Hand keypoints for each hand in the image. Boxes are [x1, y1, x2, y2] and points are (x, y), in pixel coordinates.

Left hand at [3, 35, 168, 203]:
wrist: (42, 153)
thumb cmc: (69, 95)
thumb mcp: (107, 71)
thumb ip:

▬▬▬

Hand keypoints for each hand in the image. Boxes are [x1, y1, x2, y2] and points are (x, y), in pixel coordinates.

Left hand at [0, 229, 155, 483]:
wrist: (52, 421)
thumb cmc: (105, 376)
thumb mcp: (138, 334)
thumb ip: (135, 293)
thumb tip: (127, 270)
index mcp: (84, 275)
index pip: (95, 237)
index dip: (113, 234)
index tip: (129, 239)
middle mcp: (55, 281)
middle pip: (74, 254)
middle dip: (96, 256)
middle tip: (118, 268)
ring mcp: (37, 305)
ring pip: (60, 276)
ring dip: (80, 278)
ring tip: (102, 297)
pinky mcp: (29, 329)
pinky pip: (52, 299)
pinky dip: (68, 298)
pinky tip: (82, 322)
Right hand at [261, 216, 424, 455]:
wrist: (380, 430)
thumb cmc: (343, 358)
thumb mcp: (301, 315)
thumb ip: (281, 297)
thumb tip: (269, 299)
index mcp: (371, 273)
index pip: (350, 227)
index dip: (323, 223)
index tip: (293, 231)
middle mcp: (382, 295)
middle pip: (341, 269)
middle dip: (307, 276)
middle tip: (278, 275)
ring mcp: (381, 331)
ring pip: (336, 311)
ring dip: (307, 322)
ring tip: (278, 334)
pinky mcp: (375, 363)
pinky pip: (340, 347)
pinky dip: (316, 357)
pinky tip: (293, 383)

▬▬▬

WHAT THE EXERCISE ASKS >> Search the entries for the string "hand" and return each line where it turns up.

EXERCISE RESULT >>
Hand keypoints for each hand in the image. Boxes are [x1, y1, x2, y2] and points are (x, y), in pixel coordinates.
Left hand at [3, 35, 168, 203]:
Hand keypoints for each hand in the image. Boxes are [x1, y1, x2, y2] and points are (x, y), in pixel coordinates.
Left hand at [0, 229, 155, 483]:
Right hand at [261, 216, 424, 455]:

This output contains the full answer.